In touting those benefits, the group's stance is consistent with previous statements on the benefits of rolling back the Obama administration's regulations. Indeed, the SNA's statement reiterates the group's belief in "the need to streamline overly complex child nutrition programs and cites how current school meal flexibilities have helped ease school menu planning challenges while maintaining strong nutrition standards to benefit students."
Supporters toe the Trump line. Critics toe the Obama line. All that toeing stinks.

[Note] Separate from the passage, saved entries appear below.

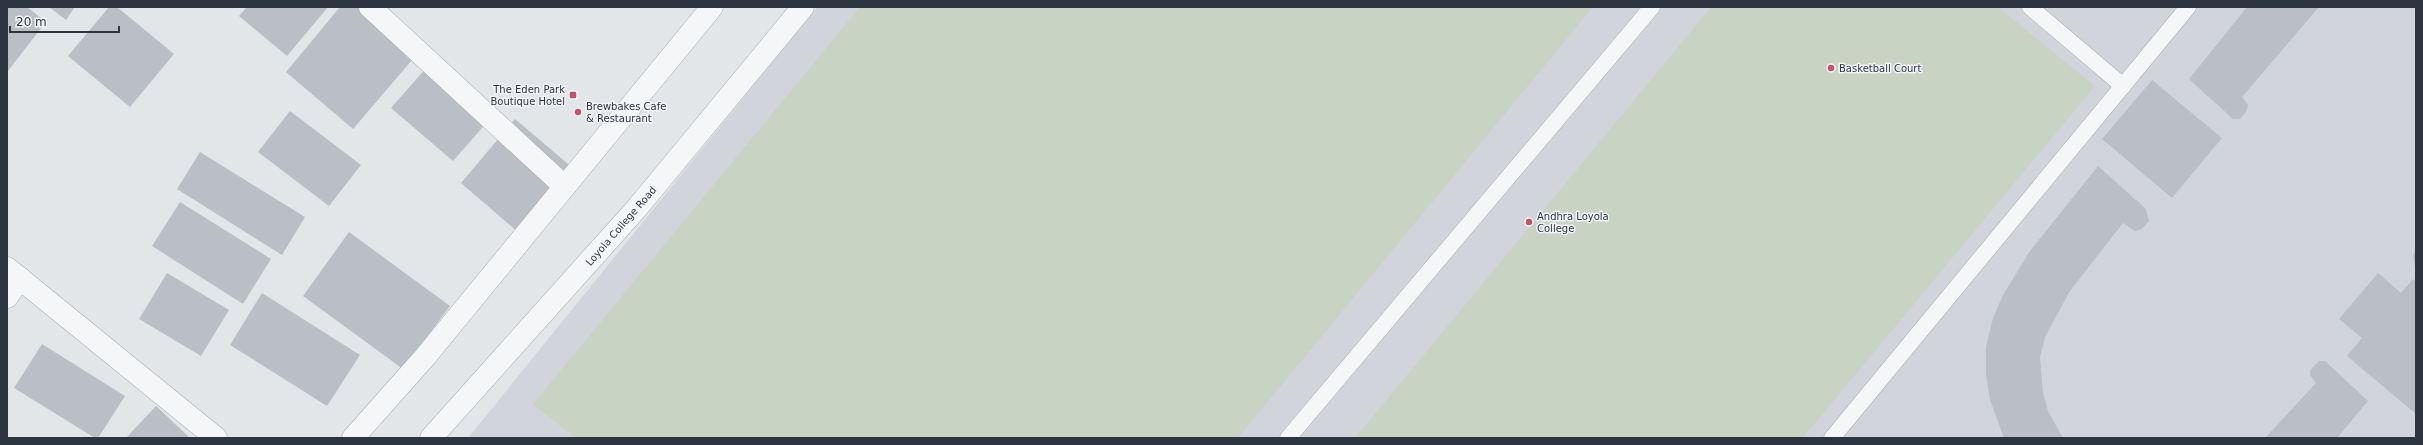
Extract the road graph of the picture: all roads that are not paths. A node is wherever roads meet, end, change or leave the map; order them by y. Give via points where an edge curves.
1 (370, 7) edge
2 (712, 7) edge
3 (803, 7) edge
4 (1652, 7) edge
5 (2030, 7) edge
6 (2188, 7) edge
7 (2123, 86) junction
8 (564, 186) junction
9 (14, 273) edge
10 (7, 297) edge
11 (216, 438) edge
12 (353, 438) edge
13 (431, 438) edge
14 (1288, 438) edge
15 (1832, 438) edge

1 - 8 street
2 - 8 street
3 - 13 street, Loyola College Road via 637,208
4 - 14 lane
5 - 7 lane
6 - 7 lane
7 - 15 lane
8 - 12 street via 425,357
9 - 10 street
9 - 11 street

Ultimately, politics should have nothing to do with the foods kids eat at school. Critics of the Obama administration's school-lunch reforms, me included, argued the changes meant both soaring costs and mountains of food waste. Critics of the Trump administration's school-lunch reforms, me included, argue the changes mean school lunches stink like they used to and offer students lower-quality food. On school lunches, both administrations created new problems instead of offering a solution.

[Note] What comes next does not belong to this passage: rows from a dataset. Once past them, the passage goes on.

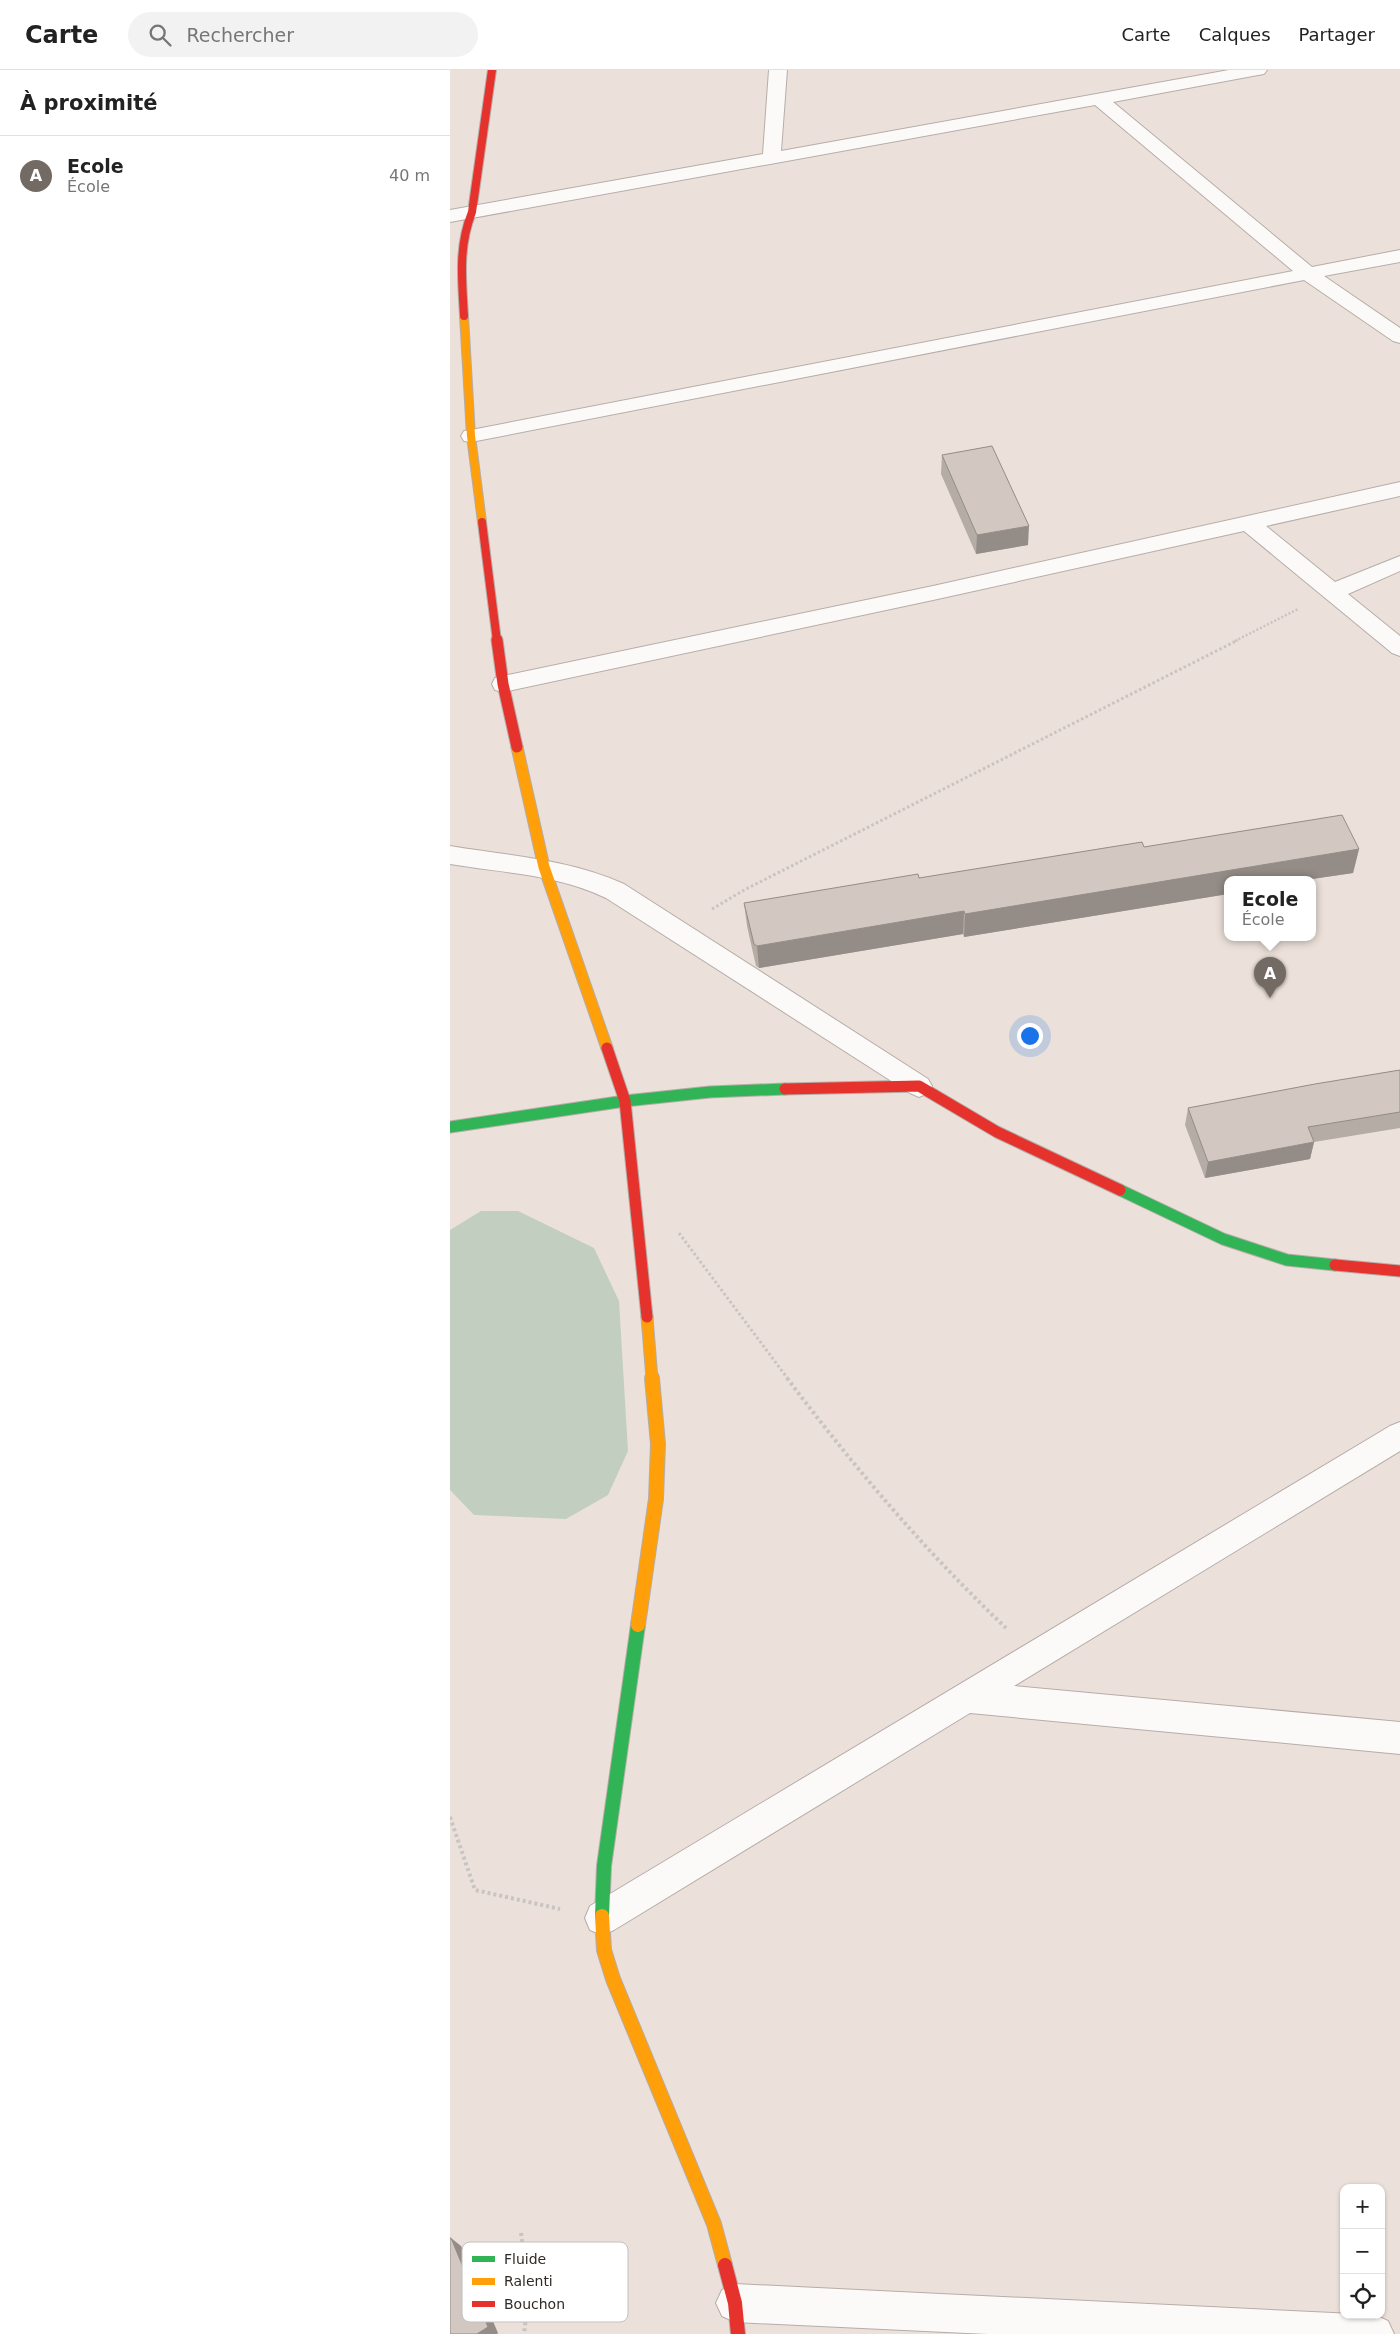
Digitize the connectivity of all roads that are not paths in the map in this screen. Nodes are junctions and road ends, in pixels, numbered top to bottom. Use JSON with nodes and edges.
{"nodes":[{"id":1,"x":492,"y":70,"type":"edge"},
{"id":2,"x":778,"y":70,"type":"edge"},
{"id":3,"x":1258,"y":70,"type":"edge"},
{"id":4,"x":1215,"y":74,"type":"edge"},
{"id":5,"x":1099,"y":99,"type":"junction"},
{"id":6,"x":772,"y":157,"type":"junction"},
{"id":7,"x":472,"y":212,"type":"junction"},
{"id":8,"x":450,"y":216,"type":"edge"},
{"id":9,"x":1400,"y":256,"type":"edge"},
{"id":10,"x":1308,"y":274,"type":"junction"},
{"id":11,"x":1400,"y":337,"type":"edge"},
{"id":12,"x":471,"y":436,"type":"junction"},
{"id":13,"x":1400,"y":490,"type":"edge"},
{"id":14,"x":1250,"y":524,"type":"junction"},
{"id":15,"x":1400,"y":563,"type":"edge"},
{"id":16,"x":1332,"y":592,"type":"junction"},
{"id":17,"x":1400,"y":648,"type":"edge"},
{"id":18,"x":503,"y":684,"type":"junction"},
{"id":19,"x":450,"y":855,"type":"edge"},
{"id":20,"x":544,"y":866,"type":"junction"},
{"id":21,"x":919,"y":1086,"type":"junction"},
{"id":22,"x":625,"y":1101,"type":"junction"},
{"id":23,"x":450,"y":1127,"type":"edge"},
{"id":24,"x":1400,"y":1271,"type":"edge"},
{"id":25,"x":1400,"y":1435,"type":"edge"},
{"id":26,"x":968,"y":1697,"type":"junction"},
{"id":27,"x":1400,"y":1738,"type":"edge"},
{"id":28,"x":602,"y":1918,"type":"junction"},
{"id":29,"x":737,"y":2319,"type":"edge"},
{"id":30,"x":1375,"y":2334,"type":"edge"}],
"edges":[{"from":1,"to":7,"type":"street"},
{"from":2,"to":6,"type":"street"},
{"from":3,"to":4,"type":"street"},
{"from":4,"to":5,"type":"street"},
{"from":5,"to":6,"type":"street"},
{"from":5,"to":10,"type":"street"},
{"from":6,"to":7,"type":"street"},
{"from":7,"to":8,"type":"street"},
{"from":7,"to":12,"type":"street"},
{"from":9,"to":10,"type":"street"},
{"from":10,"to":11,"type":"street"},
{"from":10,"to":12,"type":"street"},
{"from":12,"to":18,"type":"street"},
{"from":13,"to":14,"type":"street"},
{"from":14,"to":16,"type":"street"},
{"from":14,"to":18,"type":"street"},
{"from":15,"to":16,"type":"street"},
{"from":16,"to":17,"type":"street"},
{"from":18,"to":20,"type":"street"},
{"from":19,"to":20,"type":"street"},
{"from":20,"to":21,"type":"street"},
{"from":20,"to":22,"type":"street"},
{"from":21,"to":22,"type":"street"},
{"from":21,"to":24,"type":"street"},
{"from":22,"to":23,"type":"street"},
{"from":22,"to":28,"type":"street"},
{"from":25,"to":26,"type":"street"},
{"from":26,"to":27,"type":"street"},
{"from":26,"to":28,"type":"street"},
{"from":28,"to":29,"type":"street"},
{"from":29,"to":30,"type":"street"}]}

So what can be done? As I've argued here and detail more fully in my 2016 book Biting the Hands that Feed Us: How Fewer, Smarter Laws Would Make Our Food System More Sustainable, getting the USDA and the federal government out of the school-lunch business entirely would let states, cities, local communities, and families work together to improve nutrition and cut food waste and costs. That's a workable plan—something the USDA's National School Lunch Program wasn't, isn't, and won't ever be.